Одним из оснований поддержки сельского хозяйства в России является обеспечение продовольственной безопасности. Эта тема также имеет исторические корни. Ухудшение продовольственной ситуации в СССР в конце 1970-х годов привело к принятию Продовольственной программы с целью наращивания среднедушевого потребления продуктов питания. Хотя цели программы к 1990 году были выполнены, последовавший кризис 1990-х годов нивелировал достигнутые результаты, «оживать» отрасль начала только в 1998 году. В 2006 году был принят приоритетный национальный проект «Развитие АПК», а затем Государственная программа развития сельского хозяйства на 2008–2012 годы. В этих документах были заложены меры поддержки отрасли, которые действуют и сейчас: субсидирование ставок по кредитам, господдержка лизинговой деятельности, социальная поддержка сельского населения и другие.
Нельзя не упомянуть о социальной значимости господдержки сельского хозяйства. Сельские жители составляют около 26% от общего населения России, являясь при этом одной из наименее зарабатывающих групп населения (по данным Росстата, в 2017 году заработная плата работников в сельском хозяйстве была в среднем на 40% ниже, чем на предприятиях обрабатывающей промышленности).
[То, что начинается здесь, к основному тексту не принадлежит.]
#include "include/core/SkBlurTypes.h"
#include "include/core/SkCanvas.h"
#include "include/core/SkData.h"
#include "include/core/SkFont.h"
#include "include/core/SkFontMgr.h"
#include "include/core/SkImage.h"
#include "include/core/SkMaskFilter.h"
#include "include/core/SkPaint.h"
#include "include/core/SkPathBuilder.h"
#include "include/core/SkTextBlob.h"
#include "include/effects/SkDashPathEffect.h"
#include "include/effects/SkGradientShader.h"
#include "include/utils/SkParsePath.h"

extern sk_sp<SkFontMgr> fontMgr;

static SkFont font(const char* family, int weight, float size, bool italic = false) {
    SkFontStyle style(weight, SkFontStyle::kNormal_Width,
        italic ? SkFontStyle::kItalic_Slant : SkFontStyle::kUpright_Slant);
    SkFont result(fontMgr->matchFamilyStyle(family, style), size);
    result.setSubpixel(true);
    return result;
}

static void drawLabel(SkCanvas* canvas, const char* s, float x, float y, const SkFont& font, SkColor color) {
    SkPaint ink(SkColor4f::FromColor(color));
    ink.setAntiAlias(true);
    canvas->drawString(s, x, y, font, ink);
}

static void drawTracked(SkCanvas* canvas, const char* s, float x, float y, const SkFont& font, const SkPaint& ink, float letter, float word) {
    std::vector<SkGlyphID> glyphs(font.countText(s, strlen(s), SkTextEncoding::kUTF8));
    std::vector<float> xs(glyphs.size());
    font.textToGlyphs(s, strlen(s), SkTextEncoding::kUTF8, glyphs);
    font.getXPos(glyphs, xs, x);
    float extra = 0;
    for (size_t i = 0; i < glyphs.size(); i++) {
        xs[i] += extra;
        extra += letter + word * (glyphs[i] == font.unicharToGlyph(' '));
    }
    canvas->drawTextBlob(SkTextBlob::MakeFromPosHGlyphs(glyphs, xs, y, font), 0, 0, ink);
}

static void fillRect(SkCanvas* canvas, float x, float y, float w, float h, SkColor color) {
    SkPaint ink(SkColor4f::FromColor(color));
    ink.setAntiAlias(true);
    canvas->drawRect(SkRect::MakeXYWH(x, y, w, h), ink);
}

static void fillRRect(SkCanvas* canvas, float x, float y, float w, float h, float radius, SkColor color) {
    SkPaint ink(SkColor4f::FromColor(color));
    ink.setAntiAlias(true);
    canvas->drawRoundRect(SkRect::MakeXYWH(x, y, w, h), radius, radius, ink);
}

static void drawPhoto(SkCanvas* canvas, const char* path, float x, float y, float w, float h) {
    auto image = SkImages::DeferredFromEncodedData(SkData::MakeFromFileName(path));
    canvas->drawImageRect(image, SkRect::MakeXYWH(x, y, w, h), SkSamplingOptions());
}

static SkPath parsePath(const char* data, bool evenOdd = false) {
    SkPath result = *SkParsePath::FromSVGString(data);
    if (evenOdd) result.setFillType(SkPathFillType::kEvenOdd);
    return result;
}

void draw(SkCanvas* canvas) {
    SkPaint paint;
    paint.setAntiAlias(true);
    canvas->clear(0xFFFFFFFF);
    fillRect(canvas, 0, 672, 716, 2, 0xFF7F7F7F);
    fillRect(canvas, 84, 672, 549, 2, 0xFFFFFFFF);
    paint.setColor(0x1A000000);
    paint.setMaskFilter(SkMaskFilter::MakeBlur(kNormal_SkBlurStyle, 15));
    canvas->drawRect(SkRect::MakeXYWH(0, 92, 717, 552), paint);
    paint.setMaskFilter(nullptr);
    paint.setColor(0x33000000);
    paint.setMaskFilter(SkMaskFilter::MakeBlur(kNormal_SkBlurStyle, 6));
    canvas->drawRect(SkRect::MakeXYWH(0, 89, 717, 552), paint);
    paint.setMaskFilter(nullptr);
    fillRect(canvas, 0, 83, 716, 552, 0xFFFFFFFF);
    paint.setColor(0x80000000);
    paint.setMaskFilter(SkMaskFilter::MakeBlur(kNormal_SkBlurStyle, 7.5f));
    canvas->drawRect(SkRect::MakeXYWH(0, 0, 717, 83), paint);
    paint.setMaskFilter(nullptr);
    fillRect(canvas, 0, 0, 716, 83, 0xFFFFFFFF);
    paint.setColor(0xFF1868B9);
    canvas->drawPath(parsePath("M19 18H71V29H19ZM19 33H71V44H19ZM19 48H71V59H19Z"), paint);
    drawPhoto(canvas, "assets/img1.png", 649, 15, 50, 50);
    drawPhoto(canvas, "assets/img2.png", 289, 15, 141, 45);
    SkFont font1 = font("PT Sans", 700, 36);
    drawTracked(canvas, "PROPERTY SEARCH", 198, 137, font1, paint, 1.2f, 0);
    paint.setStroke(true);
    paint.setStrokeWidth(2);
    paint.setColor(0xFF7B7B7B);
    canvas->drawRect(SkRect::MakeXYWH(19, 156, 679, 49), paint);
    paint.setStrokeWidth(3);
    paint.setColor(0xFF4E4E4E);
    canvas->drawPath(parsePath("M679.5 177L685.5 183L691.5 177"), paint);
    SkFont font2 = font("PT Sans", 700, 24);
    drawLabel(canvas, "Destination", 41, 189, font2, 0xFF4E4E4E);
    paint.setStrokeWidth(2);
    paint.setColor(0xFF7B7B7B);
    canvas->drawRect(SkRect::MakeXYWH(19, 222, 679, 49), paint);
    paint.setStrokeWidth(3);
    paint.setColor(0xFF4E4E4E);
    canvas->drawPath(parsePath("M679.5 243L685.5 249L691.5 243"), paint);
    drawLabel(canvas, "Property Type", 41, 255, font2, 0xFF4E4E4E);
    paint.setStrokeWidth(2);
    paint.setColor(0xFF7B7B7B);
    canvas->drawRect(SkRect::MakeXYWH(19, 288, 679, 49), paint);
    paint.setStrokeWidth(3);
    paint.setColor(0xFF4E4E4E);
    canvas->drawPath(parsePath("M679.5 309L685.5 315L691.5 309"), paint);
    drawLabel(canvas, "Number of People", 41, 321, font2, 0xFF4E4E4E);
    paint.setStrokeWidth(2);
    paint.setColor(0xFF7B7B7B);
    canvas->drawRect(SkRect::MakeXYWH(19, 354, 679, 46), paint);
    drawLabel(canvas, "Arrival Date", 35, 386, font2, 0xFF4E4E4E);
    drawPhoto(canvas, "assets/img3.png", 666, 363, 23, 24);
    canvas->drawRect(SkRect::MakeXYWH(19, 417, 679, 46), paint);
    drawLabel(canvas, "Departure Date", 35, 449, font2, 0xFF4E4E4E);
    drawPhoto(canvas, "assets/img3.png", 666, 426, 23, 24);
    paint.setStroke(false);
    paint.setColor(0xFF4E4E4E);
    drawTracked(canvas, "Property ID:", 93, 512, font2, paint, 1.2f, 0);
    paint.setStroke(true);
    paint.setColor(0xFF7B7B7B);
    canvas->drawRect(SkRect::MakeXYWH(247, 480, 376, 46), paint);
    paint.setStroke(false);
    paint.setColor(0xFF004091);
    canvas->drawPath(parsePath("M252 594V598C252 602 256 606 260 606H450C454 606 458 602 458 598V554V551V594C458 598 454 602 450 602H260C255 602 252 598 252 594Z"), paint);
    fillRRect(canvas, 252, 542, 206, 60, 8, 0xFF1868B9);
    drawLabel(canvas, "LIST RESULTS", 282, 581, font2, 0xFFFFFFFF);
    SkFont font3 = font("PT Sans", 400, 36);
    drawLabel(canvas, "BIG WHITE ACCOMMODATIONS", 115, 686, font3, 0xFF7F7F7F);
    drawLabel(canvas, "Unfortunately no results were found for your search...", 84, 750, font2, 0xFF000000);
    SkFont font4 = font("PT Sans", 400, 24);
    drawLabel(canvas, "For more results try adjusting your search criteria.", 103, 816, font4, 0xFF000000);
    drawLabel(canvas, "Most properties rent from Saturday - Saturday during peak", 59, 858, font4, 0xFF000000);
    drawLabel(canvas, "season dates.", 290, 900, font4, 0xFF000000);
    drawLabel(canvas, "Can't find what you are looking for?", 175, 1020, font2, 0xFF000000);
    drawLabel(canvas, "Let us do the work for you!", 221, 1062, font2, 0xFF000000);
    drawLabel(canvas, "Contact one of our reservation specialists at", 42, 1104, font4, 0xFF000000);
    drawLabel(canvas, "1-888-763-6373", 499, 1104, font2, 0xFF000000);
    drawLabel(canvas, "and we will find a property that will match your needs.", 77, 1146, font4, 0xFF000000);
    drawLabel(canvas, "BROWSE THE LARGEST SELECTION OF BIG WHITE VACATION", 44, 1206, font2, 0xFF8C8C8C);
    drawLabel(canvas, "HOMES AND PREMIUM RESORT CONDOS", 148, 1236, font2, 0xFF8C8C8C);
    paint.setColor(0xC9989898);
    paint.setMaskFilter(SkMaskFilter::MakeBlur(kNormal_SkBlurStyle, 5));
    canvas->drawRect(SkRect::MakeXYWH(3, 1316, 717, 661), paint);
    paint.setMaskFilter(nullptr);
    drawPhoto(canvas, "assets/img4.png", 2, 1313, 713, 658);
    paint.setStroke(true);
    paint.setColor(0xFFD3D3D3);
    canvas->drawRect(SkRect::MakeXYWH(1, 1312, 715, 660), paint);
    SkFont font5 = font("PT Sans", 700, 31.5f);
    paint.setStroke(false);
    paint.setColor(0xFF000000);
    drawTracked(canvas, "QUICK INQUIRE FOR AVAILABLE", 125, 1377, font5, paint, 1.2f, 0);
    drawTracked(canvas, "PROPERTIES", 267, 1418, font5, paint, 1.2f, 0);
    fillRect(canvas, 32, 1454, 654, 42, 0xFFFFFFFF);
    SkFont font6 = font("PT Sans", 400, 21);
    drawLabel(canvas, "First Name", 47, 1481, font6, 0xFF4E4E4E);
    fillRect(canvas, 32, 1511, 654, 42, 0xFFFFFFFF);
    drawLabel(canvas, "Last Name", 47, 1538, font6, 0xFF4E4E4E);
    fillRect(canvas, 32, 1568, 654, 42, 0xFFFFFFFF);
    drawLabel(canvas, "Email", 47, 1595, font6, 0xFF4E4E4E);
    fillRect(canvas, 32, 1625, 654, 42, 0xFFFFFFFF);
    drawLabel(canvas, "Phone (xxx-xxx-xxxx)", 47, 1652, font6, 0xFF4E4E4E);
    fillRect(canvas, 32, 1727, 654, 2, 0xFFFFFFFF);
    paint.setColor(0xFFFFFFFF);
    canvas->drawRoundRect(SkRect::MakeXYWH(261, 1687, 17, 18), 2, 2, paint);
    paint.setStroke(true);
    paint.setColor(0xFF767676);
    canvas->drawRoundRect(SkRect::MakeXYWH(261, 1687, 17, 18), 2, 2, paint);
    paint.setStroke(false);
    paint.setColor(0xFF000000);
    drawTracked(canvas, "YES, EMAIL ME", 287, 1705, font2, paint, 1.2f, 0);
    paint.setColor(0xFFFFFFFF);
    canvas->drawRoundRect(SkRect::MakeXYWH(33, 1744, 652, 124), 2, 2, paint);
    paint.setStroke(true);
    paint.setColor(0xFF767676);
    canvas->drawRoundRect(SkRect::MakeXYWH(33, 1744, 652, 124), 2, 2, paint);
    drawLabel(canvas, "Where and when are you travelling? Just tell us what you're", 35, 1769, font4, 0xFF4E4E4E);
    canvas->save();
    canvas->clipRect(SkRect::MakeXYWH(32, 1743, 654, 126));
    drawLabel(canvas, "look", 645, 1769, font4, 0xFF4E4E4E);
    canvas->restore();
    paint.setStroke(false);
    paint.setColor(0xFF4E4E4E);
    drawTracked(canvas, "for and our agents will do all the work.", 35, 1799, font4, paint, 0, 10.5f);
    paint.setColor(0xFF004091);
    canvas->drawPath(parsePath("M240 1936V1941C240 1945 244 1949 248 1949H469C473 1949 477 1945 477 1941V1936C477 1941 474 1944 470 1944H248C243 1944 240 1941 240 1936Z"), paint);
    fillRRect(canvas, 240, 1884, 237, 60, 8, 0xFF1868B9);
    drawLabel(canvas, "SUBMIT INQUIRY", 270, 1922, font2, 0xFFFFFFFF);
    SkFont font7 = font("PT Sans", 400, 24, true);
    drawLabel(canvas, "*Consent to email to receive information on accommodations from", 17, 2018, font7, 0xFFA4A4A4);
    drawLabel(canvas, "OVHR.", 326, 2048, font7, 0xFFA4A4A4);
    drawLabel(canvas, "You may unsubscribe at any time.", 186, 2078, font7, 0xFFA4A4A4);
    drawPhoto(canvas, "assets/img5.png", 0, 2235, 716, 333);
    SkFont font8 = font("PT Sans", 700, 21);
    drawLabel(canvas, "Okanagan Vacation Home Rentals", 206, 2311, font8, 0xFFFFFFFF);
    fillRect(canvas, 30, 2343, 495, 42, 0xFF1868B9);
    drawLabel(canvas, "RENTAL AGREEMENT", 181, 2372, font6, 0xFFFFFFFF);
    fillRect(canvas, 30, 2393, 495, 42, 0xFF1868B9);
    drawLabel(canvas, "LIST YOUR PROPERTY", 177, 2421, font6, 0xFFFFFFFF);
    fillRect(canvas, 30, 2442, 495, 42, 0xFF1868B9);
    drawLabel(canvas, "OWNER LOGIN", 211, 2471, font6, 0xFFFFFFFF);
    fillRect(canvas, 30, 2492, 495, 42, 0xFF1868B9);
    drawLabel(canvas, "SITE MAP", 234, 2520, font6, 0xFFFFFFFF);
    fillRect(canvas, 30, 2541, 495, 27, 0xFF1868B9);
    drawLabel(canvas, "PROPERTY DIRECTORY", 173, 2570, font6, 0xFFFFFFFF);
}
В то же время поддержка экспортной ориентации АПК, зафиксированная в 2018 году в национальном проекте «Международная кооперация и экспорт», где две из четырех задач промышленного экспорта сконцентрированы на АПК, хоть и позволяет решать социальные задачи через создание рабочих мест и повышение уровня жизни на селе, не имеет отношения к вопросам продовольственной безопасности, а также не решает фундаментального недостатка сельского хозяйства как отрасли — низкой производительности труда. По оценке Всемирного банка, в Евросоюзе даже с учетом значительного субсидирования АПК в 2007 году прибыль на работника в сельском хозяйстве была на 40% ниже, чем в среднем в промышленности. Учитывая также среднесрочный негативный демографический прогноз в России, можно утверждать, что тактика по созданию за счет субсидий прибыли в такой в целом низкоэффективной отрасли, как сельское хозяйство, не может быть признана безусловно верной с точки зрения роста экономики и расходования человеческого капитала. Говоря иными словами, отказаться от господдержки сельского хозяйства нельзя, но совершенно очевидно, что она должна работать по-другому и создавать иные стимулы для отрасли, прежде всего, направленные на рост производительности труда и увеличение роли капитала в добавленной стоимости.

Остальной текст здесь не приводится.